--- START ---

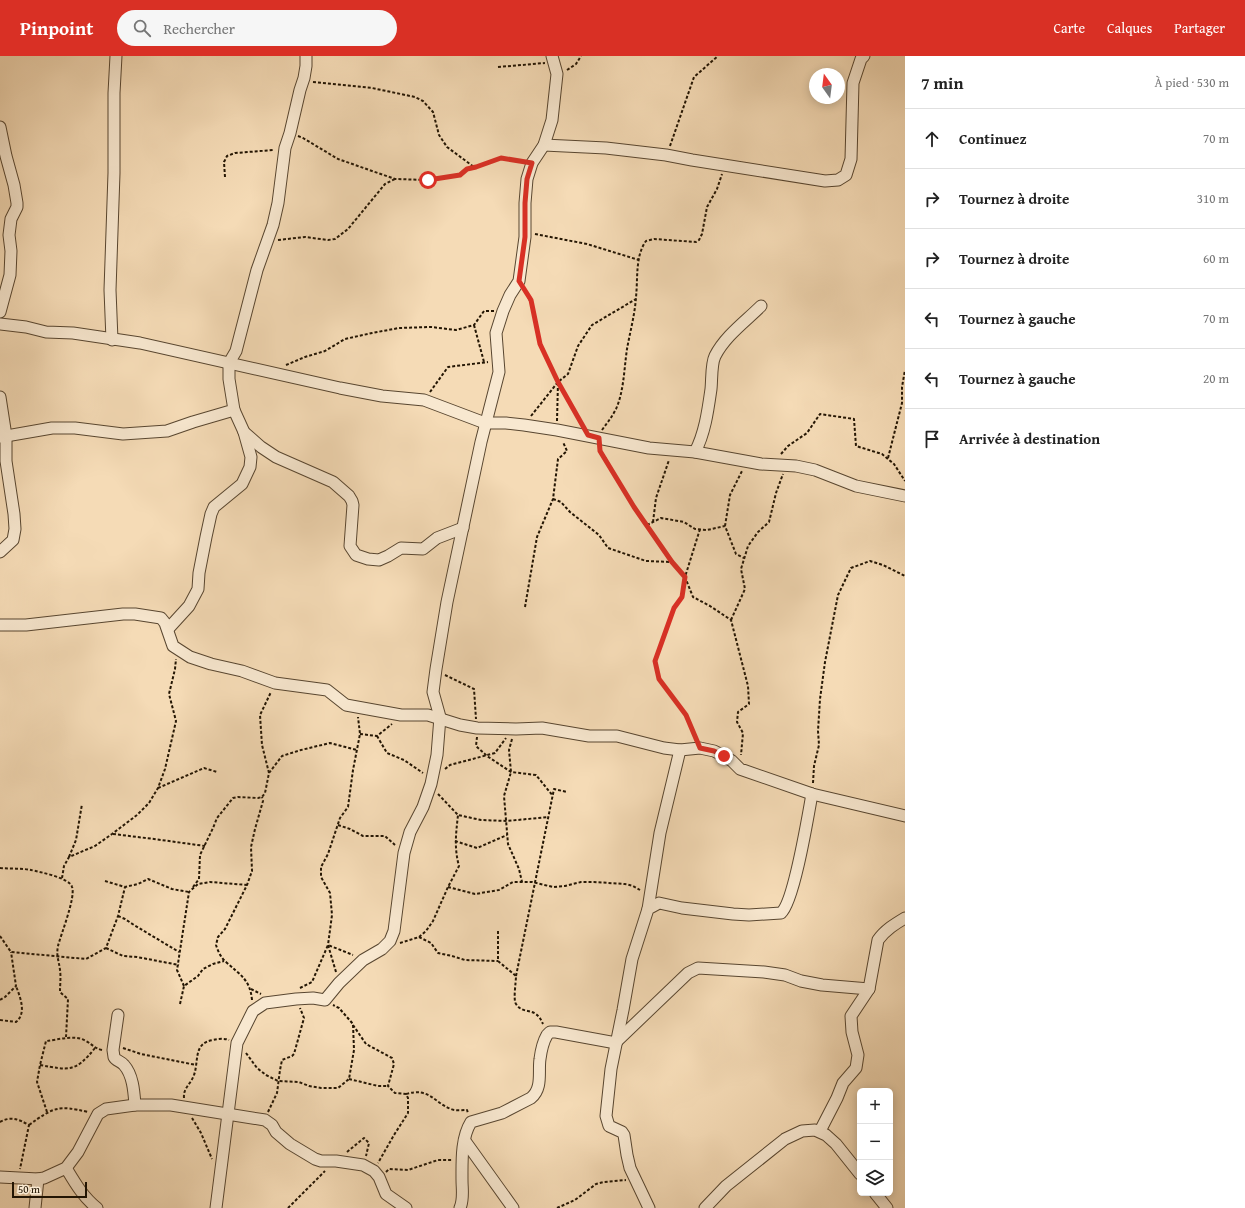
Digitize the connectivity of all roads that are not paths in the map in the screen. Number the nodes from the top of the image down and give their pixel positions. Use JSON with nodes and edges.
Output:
{"nodes":[{"id":1,"x":116,"y":56,"type":"edge"},
{"id":2,"x":306,"y":56,"type":"edge"},
{"id":3,"x":864,"y":56,"type":"edge"},
{"id":4,"x":553,"y":59,"type":"edge"},
{"id":5,"x":0,"y":127,"type":"edge"},
{"id":6,"x":544,"y":145,"type":"junction"},
{"id":7,"x":761,"y":306,"type":"dead end"},
{"id":8,"x":0,"y":312,"type":"edge"},
{"id":9,"x":0,"y":324,"type":"edge"},
{"id":10,"x":112,"y":340,"type":"junction"},
{"id":11,"x":229,"y":363,"type":"junction"},
{"id":12,"x":0,"y":397,"type":"edge"},
{"id":13,"x":234,"y":410,"type":"junction"},
{"id":14,"x":485,"y":423,"type":"junction"},
{"id":15,"x":244,"y":432,"type":"junction"},
{"id":16,"x":3,"y":437,"type":"edge"},
{"id":17,"x":695,"y":452,"type":"junction"},
{"id":18,"x":905,"y":496,"type":"edge"},
{"id":19,"x":463,"y":528,"type":"junction"},
{"id":20,"x":0,"y":552,"type":"edge"},
{"id":21,"x":0,"y":625,"type":"edge"},
{"id":22,"x":168,"y":629,"type":"junction"},
{"id":23,"x":440,"y":717,"type":"junction"},
{"id":24,"x":680,"y":750,"type":"junction"},
{"id":25,"x":812,"y":794,"type":"junction"},
{"id":26,"x":905,"y":816,"type":"edge"},
{"id":27,"x":648,"y":909,"type":"junction"},
{"id":28,"x":905,"y":918,"type":"edge"},
{"id":29,"x":869,"y":989,"type":"junction"},
{"id":30,"x":118,"y":1015,"type":"dead end"},
{"id":31,"x":616,"y":1043,"type":"junction"},
{"id":32,"x":135,"y":1105,"type":"junction"},
{"id":33,"x":228,"y":1114,"type":"junction"},
{"id":34,"x":820,"y":1131,"type":"junction"},
{"id":35,"x":465,"y":1141,"type":"junction"},
{"id":36,"x":66,"y":1168,"type":"junction"},
{"id":37,"x":857,"y":1170,"type":"edge"},
{"id":38,"x":0,"y":1177,"type":"edge"},
{"id":39,"x":38,"y":1180,"type":"junction"},
{"id":40,"x":877,"y":1196,"type":"edge"},
{"id":41,"x":214,"y":1207,"type":"edge"},
{"id":42,"x":35,"y":1208,"type":"edge"},
{"id":43,"x":97,"y":1208,"type":"edge"},
{"id":44,"x":406,"y":1208,"type":"edge"},
{"id":45,"x":460,"y":1208,"type":"edge"},
{"id":46,"x":513,"y":1208,"type":"edge"},
{"id":47,"x":649,"y":1208,"type":"edge"},
{"id":48,"x":705,"y":1208,"type":"edge"},
{"id":49,"x":887,"y":1208,"type":"edge"}],
"edges":[{"from":1,"to":10,"type":"street"},
{"from":2,"to":11,"type":"street"},
{"from":3,"to":6,"type":"street"},
{"from":4,"to":6,"type":"street"},
{"from":5,"to":8,"type":"street"},
{"from":6,"to":14,"type":"street"},
{"from":7,"to":17,"type":"street"},
{"from":9,"to":10,"type":"street"},
{"from":10,"to":11,"type":"street"},
{"from":11,"to":13,"type":"street"},
{"from":11,"to":14,"type":"street"},
{"from":12,"to":16,"type":"street"},
{"from":13,"to":15,"type":"street"},
{"from":13,"to":16,"type":"street"},
{"from":14,"to":17,"type":"street"},
{"from":14,"to":19,"type":"street"},
{"from":15,"to":19,"type":"street"},
{"from":15,"to":22,"type":"street"},
{"from":16,"to":20,"type":"street"},
{"from":17,"to":18,"type":"street"},
{"from":19,"to":23,"type":"street"},
{"from":21,"to":22,"type":"street"},
{"from":22,"to":23,"type":"street"},
{"from":23,"to":24,"type":"street"},
{"from":23,"to":33,"type":"street"},
{"from":24,"to":25,"type":"street"},
{"from":24,"to":27,"type":"street"},
{"from":25,"to":26,"type":"street"},
{"from":25,"to":27,"type":"street"},
{"from":27,"to":31,"type":"street"},
{"from":28,"to":29,"type":"street"},
{"from":29,"to":31,"type":"street"},
{"from":29,"to":34,"type":"street"},
{"from":30,"to":32,"type":"street"},
{"from":31,"to":35,"type":"street"},
{"from":31,"to":47,"type":"street"},
{"from":32,"to":33,"type":"street"},
{"from":32,"to":36,"type":"street"},
{"from":33,"to":41,"type":"street"},
{"from":33,"to":44,"type":"street"},
{"from":34,"to":37,"type":"street"},
{"from":34,"to":48,"type":"street"},
{"from":35,"to":45,"type":"street"},
{"from":35,"to":46,"type":"street"},
{"from":36,"to":39,"type":"street"},
{"from":36,"to":43,"type":"street"},
{"from":38,"to":39,"type":"street"},
{"from":39,"to":42,"type":"street"},
{"from":40,"to":49,"type":"street"}]}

--- END ---

Your objective:
Work out how many lines above contain "nodes", then write only that number.

Problem solution:
2